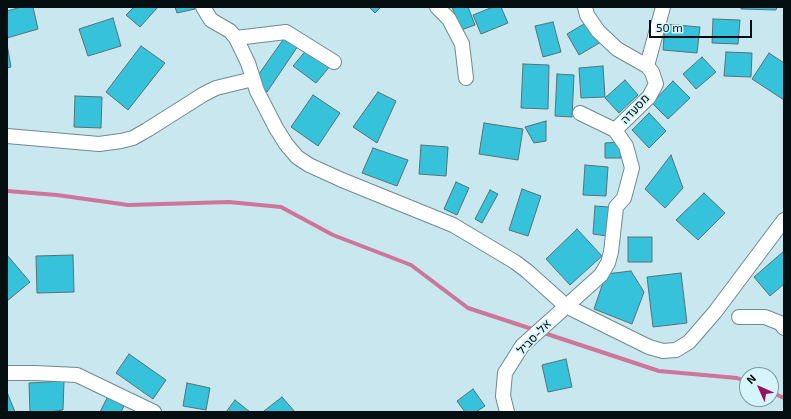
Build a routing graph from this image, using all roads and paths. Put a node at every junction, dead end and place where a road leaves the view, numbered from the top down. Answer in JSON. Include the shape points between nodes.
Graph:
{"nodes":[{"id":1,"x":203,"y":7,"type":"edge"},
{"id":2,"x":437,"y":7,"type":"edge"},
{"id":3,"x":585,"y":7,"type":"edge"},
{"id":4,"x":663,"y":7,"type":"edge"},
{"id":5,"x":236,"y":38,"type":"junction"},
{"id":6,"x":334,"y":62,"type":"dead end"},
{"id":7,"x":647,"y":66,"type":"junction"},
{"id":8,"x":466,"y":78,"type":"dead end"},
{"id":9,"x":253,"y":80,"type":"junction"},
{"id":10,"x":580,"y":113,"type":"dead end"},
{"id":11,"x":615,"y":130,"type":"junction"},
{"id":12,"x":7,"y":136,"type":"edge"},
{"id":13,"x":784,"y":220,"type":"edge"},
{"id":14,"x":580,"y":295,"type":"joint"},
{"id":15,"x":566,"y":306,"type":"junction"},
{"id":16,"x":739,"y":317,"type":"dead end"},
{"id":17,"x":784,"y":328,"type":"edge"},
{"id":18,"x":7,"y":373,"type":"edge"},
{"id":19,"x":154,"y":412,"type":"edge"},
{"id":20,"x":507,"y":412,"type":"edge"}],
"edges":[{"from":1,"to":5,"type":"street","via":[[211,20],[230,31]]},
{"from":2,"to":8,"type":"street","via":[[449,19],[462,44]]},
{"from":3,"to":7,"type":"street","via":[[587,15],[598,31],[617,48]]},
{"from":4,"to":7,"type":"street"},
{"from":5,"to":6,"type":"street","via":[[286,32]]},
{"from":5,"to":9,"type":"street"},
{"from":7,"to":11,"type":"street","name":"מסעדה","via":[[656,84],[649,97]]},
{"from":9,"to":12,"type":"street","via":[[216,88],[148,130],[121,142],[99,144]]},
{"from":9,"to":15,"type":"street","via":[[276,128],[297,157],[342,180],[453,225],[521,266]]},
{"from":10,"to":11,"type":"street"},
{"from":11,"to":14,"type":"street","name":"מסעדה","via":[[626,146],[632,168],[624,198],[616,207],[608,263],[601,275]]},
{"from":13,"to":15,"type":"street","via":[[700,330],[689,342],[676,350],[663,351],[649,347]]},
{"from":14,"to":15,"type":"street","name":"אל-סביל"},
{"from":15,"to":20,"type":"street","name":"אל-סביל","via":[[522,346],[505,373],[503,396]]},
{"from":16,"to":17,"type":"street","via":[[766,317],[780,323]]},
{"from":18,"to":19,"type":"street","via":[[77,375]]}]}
◇ ◇ ◇
### THE TASK
Skip the pictures and output all entries exactly.

### EXERCISE RESPONSE
Build a routing graph from this image, using all roads and paths. Put a node at every junction, dead end and place where a road leaves the view, numbered from the top down. Answer in JSON. Include the shape points between nodes.
Graph:
{"nodes":[{"id":1,"x":203,"y":7,"type":"edge"},
{"id":2,"x":437,"y":7,"type":"edge"},
{"id":3,"x":585,"y":7,"type":"edge"},
{"id":4,"x":663,"y":7,"type":"edge"},
{"id":5,"x":236,"y":38,"type":"junction"},
{"id":6,"x":334,"y":62,"type":"dead end"},
{"id":7,"x":647,"y":66,"type":"junction"},
{"id":8,"x":466,"y":78,"type":"dead end"},
{"id":9,"x":253,"y":80,"type":"junction"},
{"id":10,"x":580,"y":113,"type":"dead end"},
{"id":11,"x":615,"y":130,"type":"junction"},
{"id":12,"x":7,"y":136,"type":"edge"},
{"id":13,"x":784,"y":220,"type":"edge"},
{"id":14,"x":580,"y":295,"type":"joint"},
{"id":15,"x":566,"y":306,"type":"junction"},
{"id":16,"x":739,"y":317,"type":"dead end"},
{"id":17,"x":784,"y":328,"type":"edge"},
{"id":18,"x":7,"y":373,"type":"edge"},
{"id":19,"x":154,"y":412,"type":"edge"},
{"id":20,"x":507,"y":412,"type":"edge"}],
"edges":[{"from":1,"to":5,"type":"street","via":[[211,20],[230,31]]},
{"from":2,"to":8,"type":"street","via":[[449,19],[462,44]]},
{"from":3,"to":7,"type":"street","via":[[587,15],[598,31],[617,48]]},
{"from":4,"to":7,"type":"street"},
{"from":5,"to":6,"type":"street","via":[[286,32]]},
{"from":5,"to":9,"type":"street"},
{"from":7,"to":11,"type":"street","name":"מסעדה","via":[[656,84],[649,97]]},
{"from":9,"to":12,"type":"street","via":[[216,88],[148,130],[121,142],[99,144]]},
{"from":9,"to":15,"type":"street","via":[[276,128],[297,157],[342,180],[453,225],[521,266]]},
{"from":10,"to":11,"type":"street"},
{"from":11,"to":14,"type":"street","name":"מסעדה","via":[[626,146],[632,168],[624,198],[616,207],[608,263],[601,275]]},
{"from":13,"to":15,"type":"street","via":[[700,330],[689,342],[676,350],[663,351],[649,347]]},
{"from":14,"to":15,"type":"street","name":"אל-סביל"},
{"from":15,"to":20,"type":"street","name":"אל-סביל","via":[[522,346],[505,373],[503,396]]},
{"from":16,"to":17,"type":"street","via":[[766,317],[780,323]]},
{"from":18,"to":19,"type":"street","via":[[77,375]]}]}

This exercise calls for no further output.